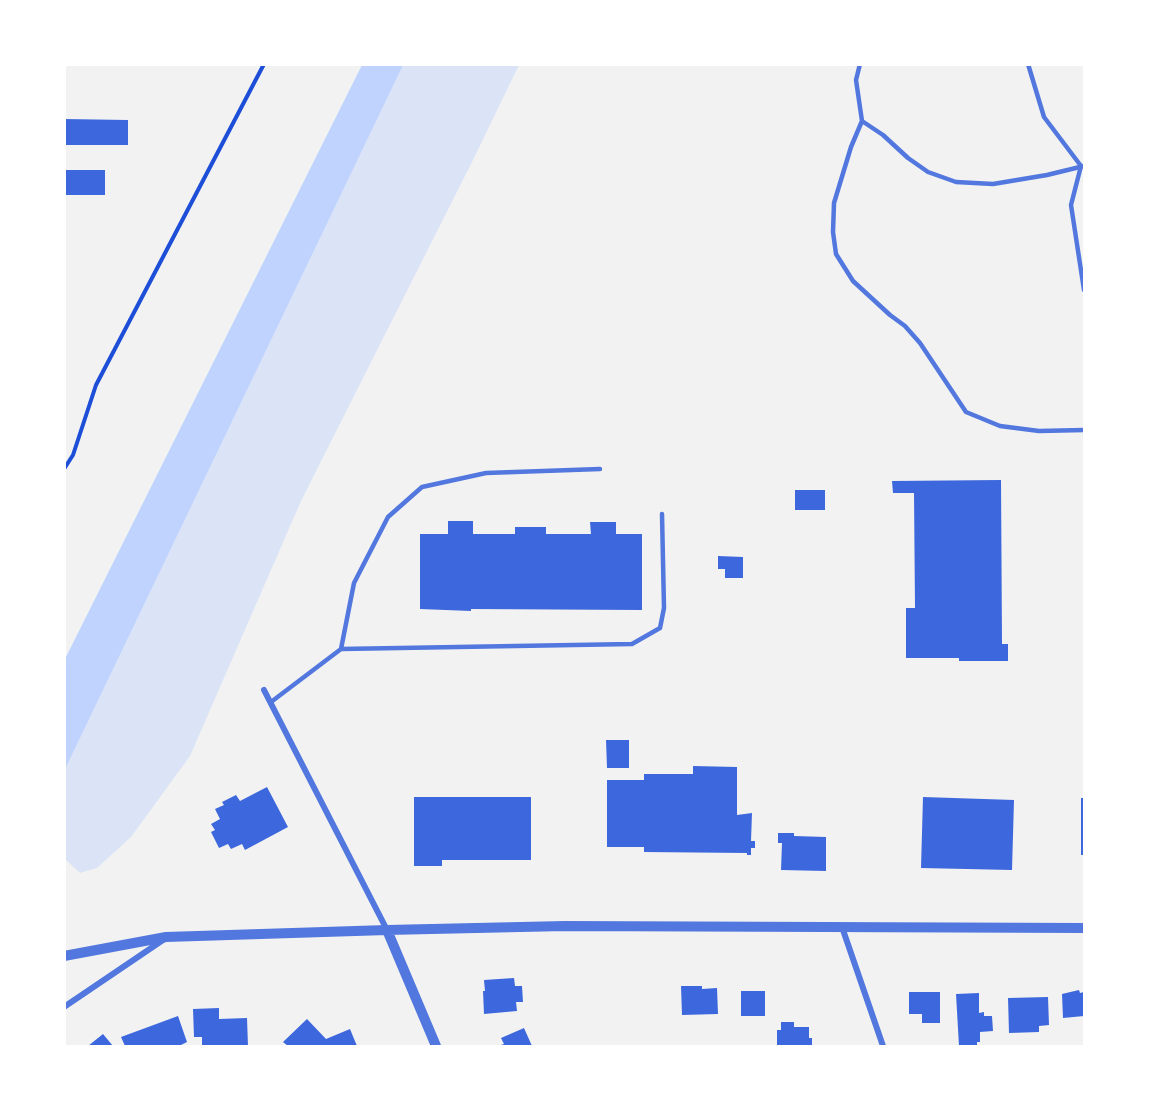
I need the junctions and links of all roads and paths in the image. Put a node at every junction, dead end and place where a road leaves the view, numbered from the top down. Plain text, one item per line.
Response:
1 (264, 64) edge
2 (860, 64) edge
3 (1028, 64) edge
4 (862, 121) junction
5 (1083, 166) edge
6 (1084, 290) edge
7 (1084, 430) edge
8 (64, 469) edge
9 (600, 469) dead end
10 (662, 514) dead end
11 (341, 649) junction
12 (264, 690) dead end
13 (271, 702) junction
14 (842, 927) junction
15 (1084, 928) edge
16 (387, 930) junction
17 (166, 937) junction
18 (64, 957) edge
19 (64, 1007) edge
20 (436, 1047) edge
21 (883, 1047) edge

1 - 8 path
2 - 4 lane
3 - 5 lane
4 - 5 lane
4 - 7 lane
5 - 6 lane
9 - 11 lane
10 - 11 lane
11 - 13 lane
12 - 13 street
13 - 16 street
14 - 15 street
14 - 16 street
14 - 21 street
16 - 17 street
16 - 20 street
17 - 18 street
17 - 19 street

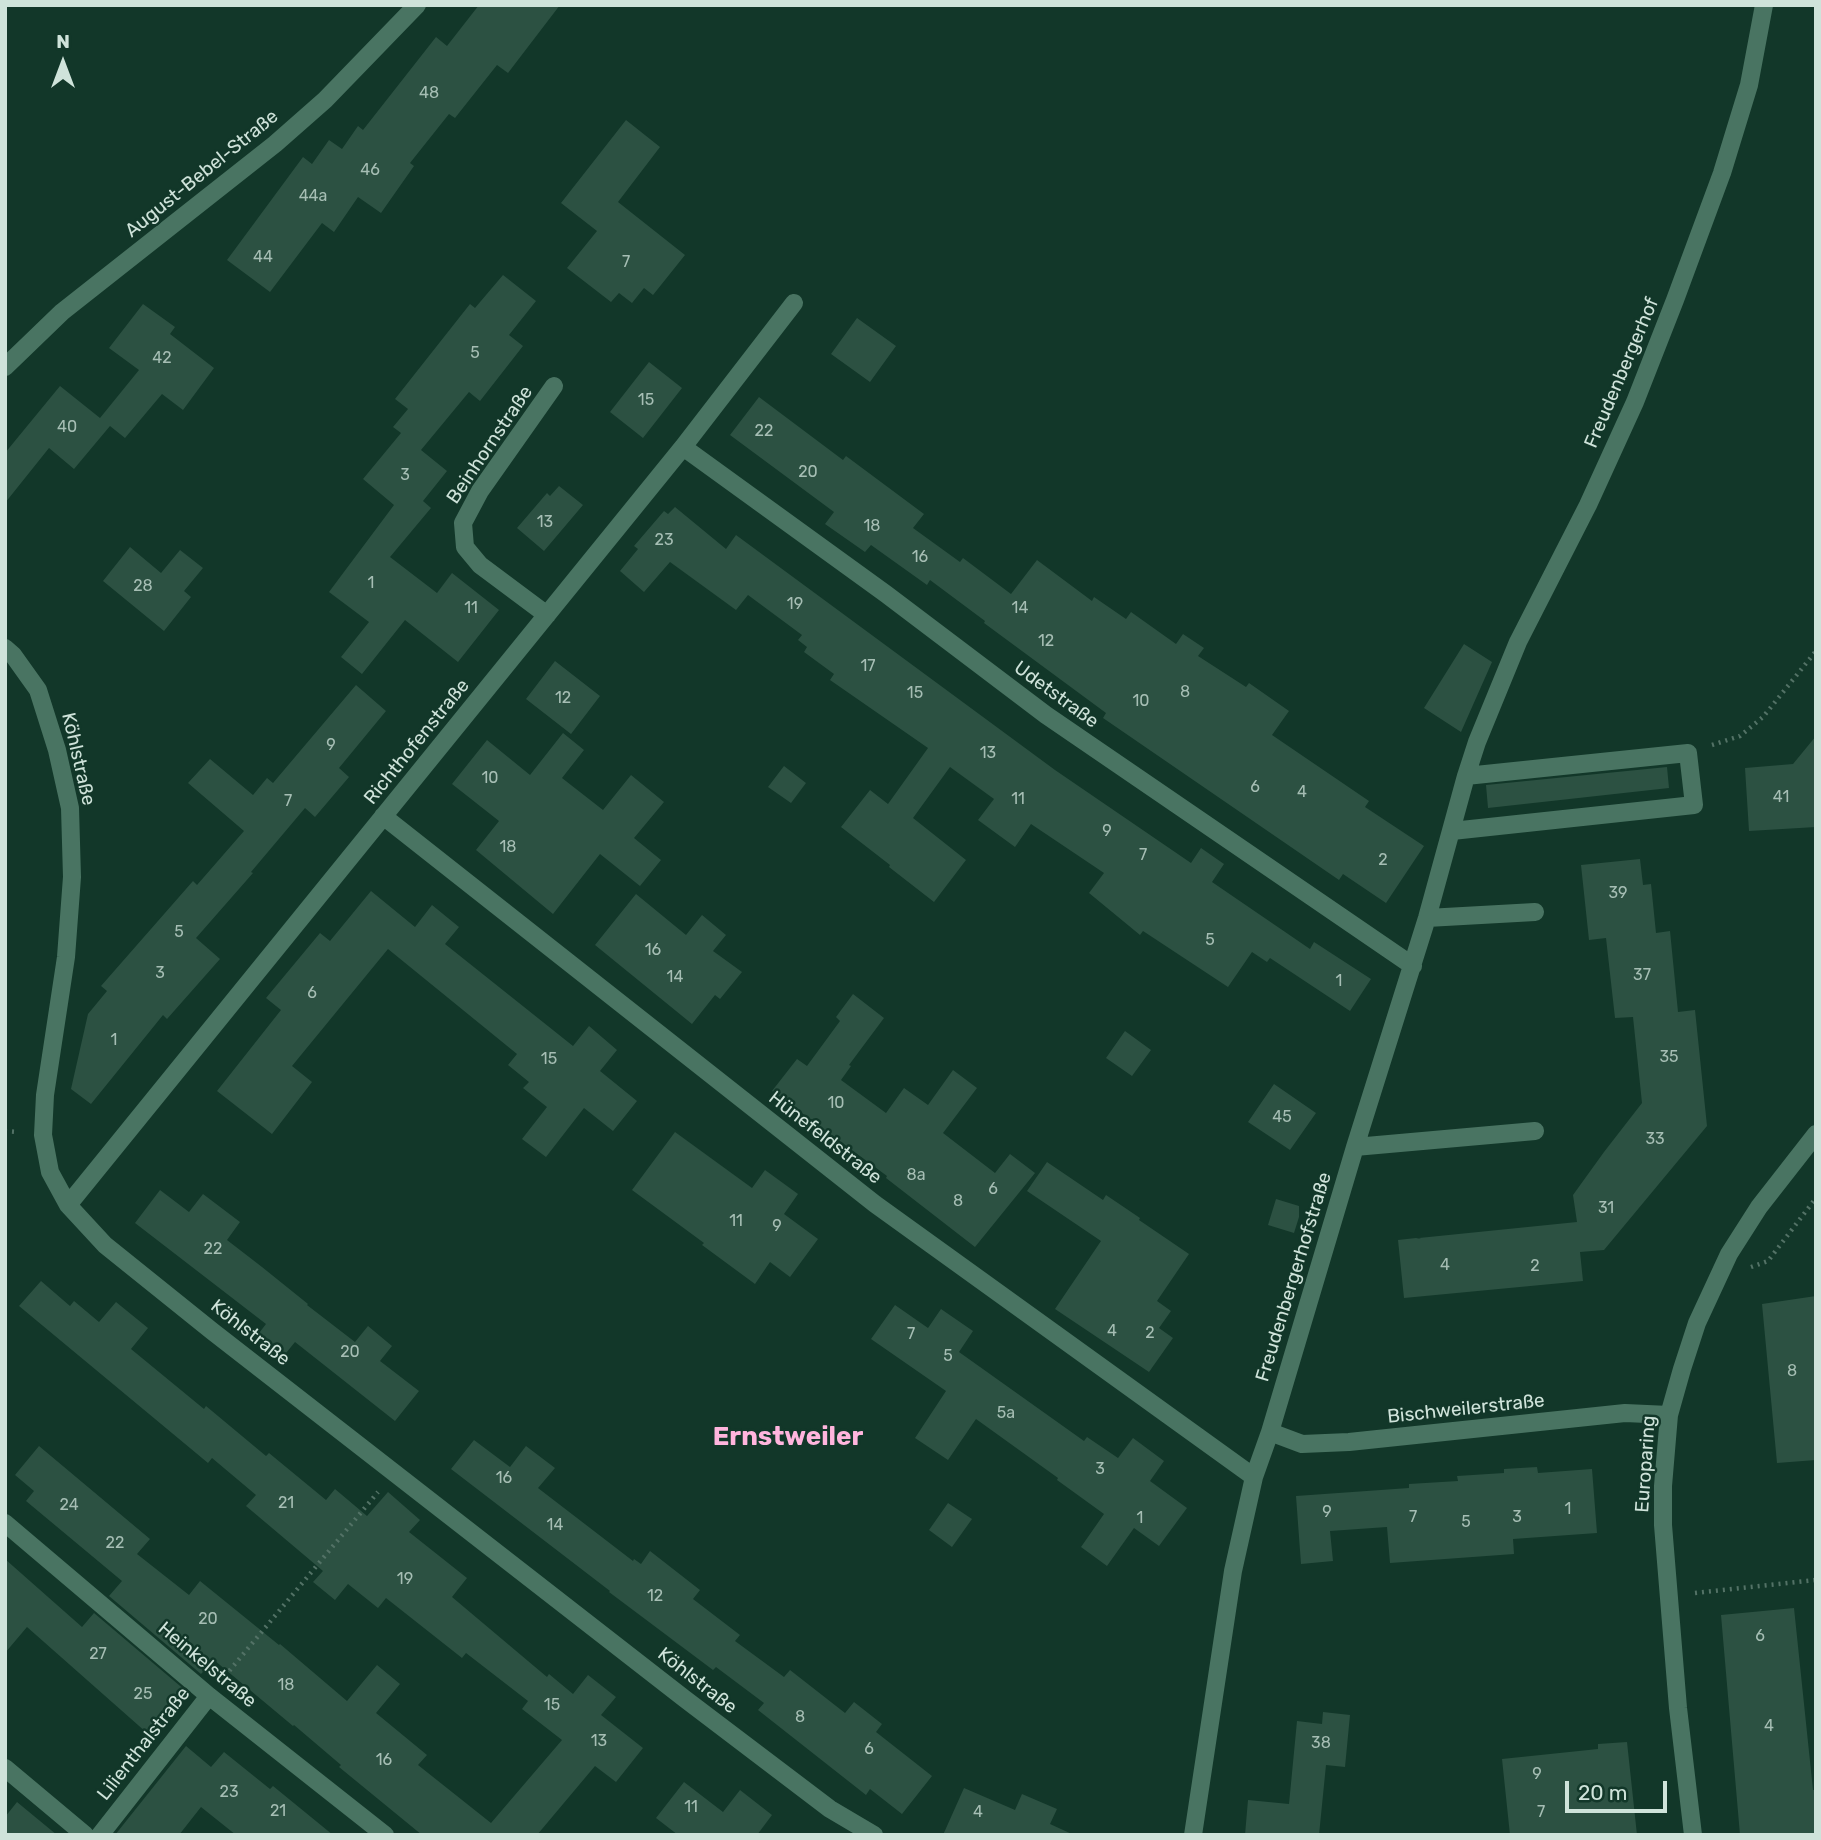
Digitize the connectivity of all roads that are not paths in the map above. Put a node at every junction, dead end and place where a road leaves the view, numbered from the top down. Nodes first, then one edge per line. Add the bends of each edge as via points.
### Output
1 (417, 5) edge
2 (1764, 5) edge
3 (794, 303) dead end
4 (5, 367) edge
5 (554, 386) dead end
6 (683, 447) junction
7 (547, 615) junction
8 (5, 649) edge
9 (1477, 742) joint
10 (1466, 776) junction
11 (383, 816) junction
12 (1452, 831) junction
13 (1535, 912) dead end
14 (1427, 918) junction
15 (1413, 966) junction
16 (1535, 1131) dead end
17 (1816, 1134) edge
18 (1354, 1147) junction
19 (68, 1205) junction
20 (1669, 1415) junction
21 (1270, 1432) junction
22 (1254, 1477) junction
23 (5, 1523) edge
24 (209, 1696) junction
25 (5, 1768) edge
26 (85, 1835) edge
27 (100, 1835) edge
28 (385, 1835) edge
29 (874, 1835) edge
30 (1193, 1835) edge
31 (1693, 1835) edge

1 - 4 street, August-Bebel-Straße via 325,100 275,144 62,312
2 - 9 street, Freudenbergerhof via 1745,97 1722,173 1670,313 1635,402 1518,642
3 - 6 street, Richthofenstraße
5 - 7 street, Beinhornstraße via 480,491 463,523 465,547 480,565
6 - 7 street, Richthofenstraße
6 - 15 street, Udetstraße via 1046,715
7 - 11 street, Richthofenstraße
8 - 19 street, Köhlstraße via 38,690 70,808 72,877 66,957 43,1135 50,1172
9 - 10 street, Freudenbergerhofstraße
10 - 12 street, Freudenbergerhofstraße
10 - 12 street via 1688,752 1694,805
11 - 19 street, Richthofenstraße
11 - 22 street, Hünefeldstraße via 875,1204
12 - 14 street, Freudenbergerhofstraße
13 - 14 street
14 - 15 street, Freudenbergerhofstraße
15 - 18 street, Freudenbergerhofstraße
16 - 18 street
17 - 20 street, Europaring via 1729,1254 1697,1323
18 - 21 street, Freudenbergerhofstraße
19 - 29 street, Köhlstraße via 105,1245 212,1331 685,1699 830,1809
20 - 21 street, Bischweilerstraße via 1625,1413 1349,1443 1301,1444
20 - 31 street, Europaring via 1662,1525
21 - 22 street, Freudenbergerhofstraße
22 - 30 street, Freudenbergerhofstraße via 1233,1571
23 - 24 street, Heinkelstraße
24 - 27 street, Lilienthalstraße
24 - 28 street, Heinkelstraße
25 - 26 street

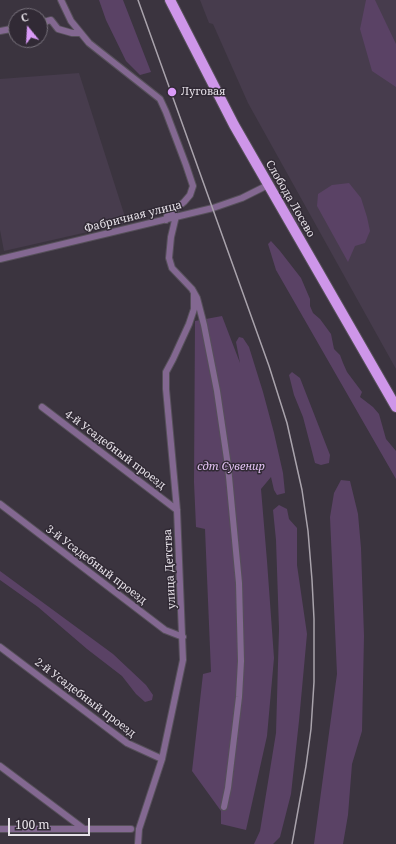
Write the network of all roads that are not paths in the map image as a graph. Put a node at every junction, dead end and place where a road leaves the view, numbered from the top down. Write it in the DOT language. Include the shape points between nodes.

··········

:: PROBLEM REQUIREMENTS ::
Look through the data and show every line containing "image".

:: ANSWER BOX ::
I need the junctions and links of all roads and paths in the image. Put a node at every junction, dead end and place where a road leaves the view, numbered from the top down. Plain text, one item per line.
Write the network of all roads that are not paths in the map image as a graph. Put a node at every junction, dead end and place where a road leaves the view, numbered from the top down. Write it in the DOT language. Include the shape points between nodes.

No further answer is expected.